* Problem to work on: A picture-free, exact reproduction of the listing that follows is required.

Records for this task: Begin

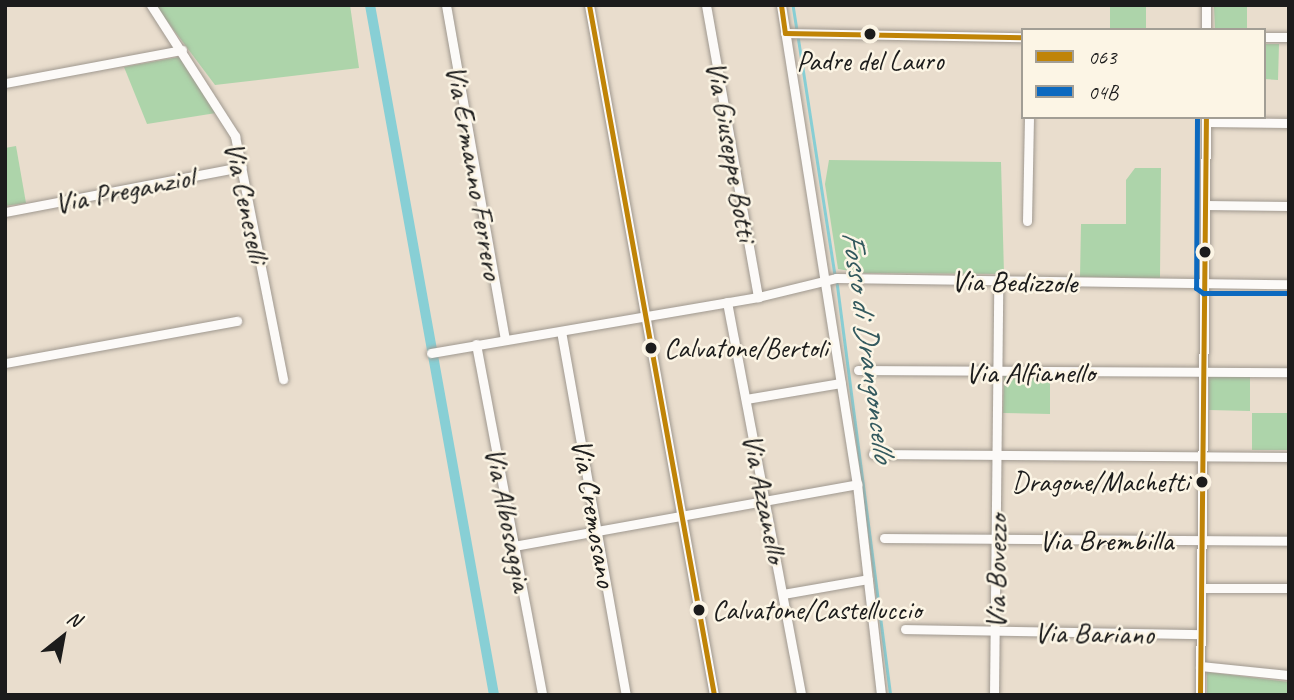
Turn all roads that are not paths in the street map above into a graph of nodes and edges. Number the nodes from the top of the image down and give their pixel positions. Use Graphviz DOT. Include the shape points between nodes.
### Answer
graph roads {
  1 [pos="152,5"];
  2 [pos="446,5"];
  3 [pos="589,5"];
  4 [pos="706,5"];
  5 [pos="780,5"];
  6 [pos="1206,5"];
  7 [pos="1206,28"];
  8 [pos="785,33"];
  9 [pos="1021,37"];
  10 [pos="1266,37"];
  11 [pos="1289,37"];
  12 [pos="182,50"];
  13 [pos="5,83"];
  14 [pos="1030,119"];
  15 [pos="1206,120"];
  16 [pos="1289,123"];
  17 [pos="242,167"];
  18 [pos="1205,205"];
  19 [pos="1289,206"];
  20 [pos="5,212"];
  21 [pos="1027,221"];
  22 [pos="826,282"];
  23 [pos="998,282"];
  24 [pos="1204,284"];
  25 [pos="1289,284"];
  26 [pos="758,297"];
  27 [pos="727,302"];
  28 [pos="645,315"];
  29 [pos="237,321"];
  30 [pos="561,331"];
  31 [pos="505,339"];
  32 [pos="476,344"];
  33 [pos="431,353"];
  34 [pos="5,363"];
  35 [pos="858,370"];
  36 [pos="998,372"];
  37 [pos="1289,372"];
  38 [pos="1202,373"];
  39 [pos="283,379"];
  40 [pos="841,383"];
  41 [pos="746,399"];
  42 [pos="873,454"];
  43 [pos="997,456"];
  44 [pos="1202,457"];
  45 [pos="1289,457"];
  46 [pos="857,484"];
  47 [pos="765,501"];
  48 [pos="682,515"];
  49 [pos="597,531"];
  50 [pos="884,538"];
  51 [pos="996,539"];
  52 [pos="1202,540"];
  53 [pos="1289,541"];
  54 [pos="514,546"];
  55 [pos="868,579"];
  56 [pos="1201,588"];
  57 [pos="1289,588"];
  58 [pos="783,594"];
  59 [pos="905,629"];
  60 [pos="995,631"];
  61 [pos="1200,634"];
  62 [pos="1200,666"];
  63 [pos="1289,675"];
  64 [pos="542,694"];
  65 [pos="626,695"];
  66 [pos="713,695"];
  67 [pos="801,695"];
  68 [pos="881,695"];
  69 [pos="994,695"];
  70 [pos="1200,695"];
  1 -- 12 [label="street, Via Ceneselli"];
  2 -- 31 [label="street, Via Ermanno Ferrero"];
  3 -- 28 [label="street"];
  4 -- 26 [label="street, Via Giuseppe Botti"];
  5 -- 8 [label="street"];
  6 -- 7 [label="street"];
  8 -- 9 [label="street"];
  8 -- 22 [label="street"];
  10 -- 11 [label="street"];
  12 -- 13 [label="street"];
  12 -- 17 [label="street, Via Ceneselli" via="228,121"];
  14 -- 21 [label="street"];
  15 -- 16 [label="street"];
  15 -- 18 [label="street"];
  17 -- 20 [label="street, Via Preganziol"];
  17 -- 39 [label="street, Via Ceneselli"];
  18 -- 19 [label="street"];
  18 -- 24 [label="street"];
  22 -- 23 [label="street, Via Bedizzole" via="847,278"];
  22 -- 26 [label="street, Via Bedizzole"];
  22 -- 40 [label="street"];
  23 -- 24 [label="street, Via Bedizzole"];
  23 -- 36 [label="street, Via Bovezzo"];
  24 -- 25 [label="street, Via Bedizzole"];
  24 -- 38 [label="street"];
  26 -- 27 [label="street, Via Bedizzole"];
  27 -- 28 [label="street, Via Bedizzole"];
  27 -- 41 [label="street, Via Azzanello"];
  28 -- 30 [label="street, Via Bedizzole"];
  28 -- 48 [label="street"];
  29 -- 34 [label="street"];
  30 -- 31 [label="street, Via Bedizzole"];
  30 -- 49 [label="street, Via Cremosano"];
  31 -- 32 [label="street, Via Bedizzole"];
  32 -- 33 [label="street, Via Bedizzole"];
  32 -- 54 [label="street, Via Albosaggia"];
  35 -- 36 [label="street, Via Alfianello"];
  36 -- 38 [label="street, Via Alfianello"];
  36 -- 43 [label="street, Via Bovezzo"];
  37 -- 38 [label="street, Via Alfianello"];
  38 -- 44 [label="street"];
  40 -- 41 [label="street"];
  40 -- 46 [label="street"];
  41 -- 47 [label="street, Via Azzanello"];
  42 -- 43 [label="street"];
  43 -- 44 [label="street"];
  43 -- 51 [label="street, Via Bovezzo"];
  44 -- 45 [label="street"];
  44 -- 52 [label="street"];
  46 -- 47 [label="street"];
  46 -- 55 [label="street"];
  47 -- 48 [label="street"];
  47 -- 58 [label="street, Via Azzanello"];
  48 -- 49 [label="street"];
  48 -- 66 [label="street"];
  49 -- 54 [label="street"];
  49 -- 65 [label="street, Via Cremosano"];
  50 -- 51 [label="street, Via Brembilla"];
  51 -- 52 [label="street, Via Brembilla"];
  51 -- 60 [label="street, Via Bovezzo"];
  52 -- 53 [label="street, Via Brembilla"];
  52 -- 56 [label="street"];
  54 -- 64 [label="street, Via Albosaggia"];
  55 -- 58 [label="street"];
  55 -- 68 [label="street"];
  56 -- 57 [label="street"];
  56 -- 61 [label="street"];
  58 -- 67 [label="street, Via Azzanello"];
  59 -- 60 [label="street, Via Bariano"];
  60 -- 61 [label="street, Via Bariano"];
  60 -- 69 [label="street, Via Bovezzo"];
  61 -- 62 [label="street"];
  62 -- 63 [label="street"];
  62 -- 70 [label="street"];
}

Records for this task: End

* Answer to the problem:
Turn all roads that are not paths in the street map above into a graph of nodes and edges. Number the nodes from the top of the image down and give their pixel positions. Use Graphviz DOT. Include the shape points between nodes.
### Answer
graph roads {
  1 [pos="152,5"];
  2 [pos="446,5"];
  3 [pos="589,5"];
  4 [pos="706,5"];
  5 [pos="780,5"];
  6 [pos="1206,5"];
  7 [pos="1206,28"];
  8 [pos="785,33"];
  9 [pos="1021,37"];
  10 [pos="1266,37"];
  11 [pos="1289,37"];
  12 [pos="182,50"];
  13 [pos="5,83"];
  14 [pos="1030,119"];
  15 [pos="1206,120"];
  16 [pos="1289,123"];
  17 [pos="242,167"];
  18 [pos="1205,205"];
  19 [pos="1289,206"];
  20 [pos="5,212"];
  21 [pos="1027,221"];
  22 [pos="826,282"];
  23 [pos="998,282"];
  24 [pos="1204,284"];
  25 [pos="1289,284"];
  26 [pos="758,297"];
  27 [pos="727,302"];
  28 [pos="645,315"];
  29 [pos="237,321"];
  30 [pos="561,331"];
  31 [pos="505,339"];
  32 [pos="476,344"];
  33 [pos="431,353"];
  34 [pos="5,363"];
  35 [pos="858,370"];
  36 [pos="998,372"];
  37 [pos="1289,372"];
  38 [pos="1202,373"];
  39 [pos="283,379"];
  40 [pos="841,383"];
  41 [pos="746,399"];
  42 [pos="873,454"];
  43 [pos="997,456"];
  44 [pos="1202,457"];
  45 [pos="1289,457"];
  46 [pos="857,484"];
  47 [pos="765,501"];
  48 [pos="682,515"];
  49 [pos="597,531"];
  50 [pos="884,538"];
  51 [pos="996,539"];
  52 [pos="1202,540"];
  53 [pos="1289,541"];
  54 [pos="514,546"];
  55 [pos="868,579"];
  56 [pos="1201,588"];
  57 [pos="1289,588"];
  58 [pos="783,594"];
  59 [pos="905,629"];
  60 [pos="995,631"];
  61 [pos="1200,634"];
  62 [pos="1200,666"];
  63 [pos="1289,675"];
  64 [pos="542,694"];
  65 [pos="626,695"];
  66 [pos="713,695"];
  67 [pos="801,695"];
  68 [pos="881,695"];
  69 [pos="994,695"];
  70 [pos="1200,695"];
  1 -- 12 [label="street, Via Ceneselli"];
  2 -- 31 [label="street, Via Ermanno Ferrero"];
  3 -- 28 [label="street"];
  4 -- 26 [label="street, Via Giuseppe Botti"];
  5 -- 8 [label="street"];
  6 -- 7 [label="street"];
  8 -- 9 [label="street"];
  8 -- 22 [label="street"];
  10 -- 11 [label="street"];
  12 -- 13 [label="street"];
  12 -- 17 [label="street, Via Ceneselli" via="228,121"];
  14 -- 21 [label="street"];
  15 -- 16 [label="street"];
  15 -- 18 [label="street"];
  17 -- 20 [label="street, Via Preganziol"];
  17 -- 39 [label="street, Via Ceneselli"];
  18 -- 19 [label="street"];
  18 -- 24 [label="street"];
  22 -- 23 [label="street, Via Bedizzole" via="847,278"];
  22 -- 26 [label="street, Via Bedizzole"];
  22 -- 40 [label="street"];
  23 -- 24 [label="street, Via Bedizzole"];
  23 -- 36 [label="street, Via Bovezzo"];
  24 -- 25 [label="street, Via Bedizzole"];
  24 -- 38 [label="street"];
  26 -- 27 [label="street, Via Bedizzole"];
  27 -- 28 [label="street, Via Bedizzole"];
  27 -- 41 [label="street, Via Azzanello"];
  28 -- 30 [label="street, Via Bedizzole"];
  28 -- 48 [label="street"];
  29 -- 34 [label="street"];
  30 -- 31 [label="street, Via Bedizzole"];
  30 -- 49 [label="street, Via Cremosano"];
  31 -- 32 [label="street, Via Bedizzole"];
  32 -- 33 [label="street, Via Bedizzole"];
  32 -- 54 [label="street, Via Albosaggia"];
  35 -- 36 [label="street, Via Alfianello"];
  36 -- 38 [label="street, Via Alfianello"];
  36 -- 43 [label="street, Via Bovezzo"];
  37 -- 38 [label="street, Via Alfianello"];
  38 -- 44 [label="street"];
  40 -- 41 [label="street"];
  40 -- 46 [label="street"];
  41 -- 47 [label="street, Via Azzanello"];
  42 -- 43 [label="street"];
  43 -- 44 [label="street"];
  43 -- 51 [label="street, Via Bovezzo"];
  44 -- 45 [label="street"];
  44 -- 52 [label="street"];
  46 -- 47 [label="street"];
  46 -- 55 [label="street"];
  47 -- 48 [label="street"];
  47 -- 58 [label="street, Via Azzanello"];
  48 -- 49 [label="street"];
  48 -- 66 [label="street"];
  49 -- 54 [label="street"];
  49 -- 65 [label="street, Via Cremosano"];
  50 -- 51 [label="street, Via Brembilla"];
  51 -- 52 [label="street, Via Brembilla"];
  51 -- 60 [label="street, Via Bovezzo"];
  52 -- 53 [label="street, Via Brembilla"];
  52 -- 56 [label="street"];
  54 -- 64 [label="street, Via Albosaggia"];
  55 -- 58 [label="street"];
  55 -- 68 [label="street"];
  56 -- 57 [label="street"];
  56 -- 61 [label="street"];
  58 -- 67 [label="street, Via Azzanello"];
  59 -- 60 [label="street, Via Bariano"];
  60 -- 61 [label="street, Via Bariano"];
  60 -- 69 [label="street, Via Bovezzo"];
  61 -- 62 [label="street"];
  62 -- 63 [label="street"];
  62 -- 70 [label="street"];
}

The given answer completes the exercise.